LAHORE: Contrary to popular belief, agriculture officials believe the current rain spell has been more useful than harmful to the province’s vital wheat harvest.
According to a senior agricultural department official, hailstorm damage to wheat has been documented on just 123,000 acres, contrary to the popular notion that the Rabi crops in Punjab have been severely damaged as a result of the natural disaster.
Punjab has sown wheat on 16.041 million acres, a minor decline against the target of 16.48m acres to produce 21 million tonnes of grain set by the Federal Agriculture Committee for the 2022-23 season. The staple food has lost its acreage to oil seeds, sugarcane and potato.
In the 2021-22 season, the province produced 20.032 million tons of wheat out of a total national output of 26.393 million tons.
The official says that the lowering of temperatures in March because of the ongoing rains will help the grain develop further against its shriveling, as was witnessed during the same month last year due to heat stress.
He says that the wet spell, which is likely to continue for a couple of days, will also benefit the crop in rain-fed areas of the province that had been suffering from dry season for the last couple of years.
Both these factors, he claims, will make up for the losses to be suffered because of the lodging of the crop in some areas.

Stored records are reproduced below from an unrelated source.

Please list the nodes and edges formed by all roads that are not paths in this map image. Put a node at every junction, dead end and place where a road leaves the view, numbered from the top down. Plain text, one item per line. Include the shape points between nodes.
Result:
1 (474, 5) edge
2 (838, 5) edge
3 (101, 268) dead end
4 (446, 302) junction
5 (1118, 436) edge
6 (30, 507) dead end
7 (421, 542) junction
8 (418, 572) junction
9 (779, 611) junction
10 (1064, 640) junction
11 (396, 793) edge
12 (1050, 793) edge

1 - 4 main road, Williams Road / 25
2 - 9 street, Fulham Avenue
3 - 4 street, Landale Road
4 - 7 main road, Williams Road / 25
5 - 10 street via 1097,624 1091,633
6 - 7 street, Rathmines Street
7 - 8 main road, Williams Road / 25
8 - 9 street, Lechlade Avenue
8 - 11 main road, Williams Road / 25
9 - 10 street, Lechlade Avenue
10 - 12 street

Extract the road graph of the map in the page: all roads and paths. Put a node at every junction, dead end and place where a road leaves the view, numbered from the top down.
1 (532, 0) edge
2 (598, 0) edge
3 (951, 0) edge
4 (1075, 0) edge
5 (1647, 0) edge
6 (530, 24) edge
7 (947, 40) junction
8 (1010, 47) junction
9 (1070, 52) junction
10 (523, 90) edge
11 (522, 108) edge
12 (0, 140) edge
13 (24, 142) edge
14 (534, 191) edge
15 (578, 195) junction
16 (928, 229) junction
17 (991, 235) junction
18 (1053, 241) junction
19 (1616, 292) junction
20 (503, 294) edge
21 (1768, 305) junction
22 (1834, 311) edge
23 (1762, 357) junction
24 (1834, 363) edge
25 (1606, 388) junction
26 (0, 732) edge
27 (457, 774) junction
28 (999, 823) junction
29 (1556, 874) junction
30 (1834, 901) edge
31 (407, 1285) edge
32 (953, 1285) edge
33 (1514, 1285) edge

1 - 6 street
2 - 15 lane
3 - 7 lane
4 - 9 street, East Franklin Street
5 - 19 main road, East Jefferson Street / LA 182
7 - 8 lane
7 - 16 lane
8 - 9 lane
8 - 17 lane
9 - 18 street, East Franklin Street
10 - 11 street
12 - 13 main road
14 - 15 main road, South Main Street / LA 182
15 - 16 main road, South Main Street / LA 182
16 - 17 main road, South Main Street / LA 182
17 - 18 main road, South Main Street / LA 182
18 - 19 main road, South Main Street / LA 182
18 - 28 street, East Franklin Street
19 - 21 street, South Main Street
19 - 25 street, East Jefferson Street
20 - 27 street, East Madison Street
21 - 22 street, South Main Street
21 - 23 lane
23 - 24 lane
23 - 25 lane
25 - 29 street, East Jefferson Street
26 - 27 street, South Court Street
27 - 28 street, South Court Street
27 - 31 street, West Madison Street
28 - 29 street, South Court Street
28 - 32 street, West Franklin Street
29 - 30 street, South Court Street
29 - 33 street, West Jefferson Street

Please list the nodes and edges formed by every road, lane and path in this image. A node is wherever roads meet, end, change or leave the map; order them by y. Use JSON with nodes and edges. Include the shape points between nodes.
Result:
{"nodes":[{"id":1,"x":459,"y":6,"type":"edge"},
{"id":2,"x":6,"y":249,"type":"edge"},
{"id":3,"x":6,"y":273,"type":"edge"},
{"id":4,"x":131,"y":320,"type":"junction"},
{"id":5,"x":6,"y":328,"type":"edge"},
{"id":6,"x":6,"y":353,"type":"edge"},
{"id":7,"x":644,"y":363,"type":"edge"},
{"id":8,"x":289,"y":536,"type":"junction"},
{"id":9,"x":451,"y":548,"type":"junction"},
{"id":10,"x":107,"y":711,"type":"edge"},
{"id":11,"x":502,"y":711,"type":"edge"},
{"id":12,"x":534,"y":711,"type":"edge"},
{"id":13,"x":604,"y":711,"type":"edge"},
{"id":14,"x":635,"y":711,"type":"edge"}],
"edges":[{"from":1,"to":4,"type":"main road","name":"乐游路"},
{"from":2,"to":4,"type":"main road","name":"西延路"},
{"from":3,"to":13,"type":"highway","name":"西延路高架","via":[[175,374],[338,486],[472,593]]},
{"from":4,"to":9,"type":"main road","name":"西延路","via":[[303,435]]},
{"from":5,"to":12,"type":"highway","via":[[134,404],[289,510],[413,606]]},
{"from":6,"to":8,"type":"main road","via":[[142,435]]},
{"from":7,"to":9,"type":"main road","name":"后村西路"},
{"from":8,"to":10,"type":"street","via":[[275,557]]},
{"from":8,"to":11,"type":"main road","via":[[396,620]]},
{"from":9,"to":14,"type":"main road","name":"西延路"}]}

Farmers, however, are wary of the change in the meteorological calendar as erratic rainfall patterns, both temporally and spatially, are forcing a change in crop patterns. Temperatures rise earlier in the year, while rains come unexpectedly causing damage to standing or harvested crops. Short but intense winters are stunting the growth and reducing the yield of winter crops, including wheat. The difference between maximum and minimum temperatures in a 24-hours cycle creates an ambient environment for insects to flourish. There has been a surge in pest attacks, besides outbreaks of many fungal and bacterial plant diseases.
To encourage the farming community to grow more wheat and avoid feeding the raw crop to their cattle, the government announced a hefty minimum support price of Rs3,900 per 40 kg though the Crop Reporting Service had proposed the price to be Rs2857 40 kg as it estimated Rs2200 as the cost of production.
Meanwhile, at least 56 new seed varieties of wheat, rice, maize, potato, Raya, gram, peanut, sunflower, sesame, date, berseem, and others were approved for sowing at a meeting of the Punjab Seed Council here on Friday.
The meeting also sought DNA fingerprint reports of seven crops within 15 days and declared DNA fingerprinting as mandatory for the approval of new seed varieties to safeguard the rights of breeders.
Agriculture secretary Wasif Khursheed stressed developing quality seed varieties that give better yields for at least five years instead of going for quantity.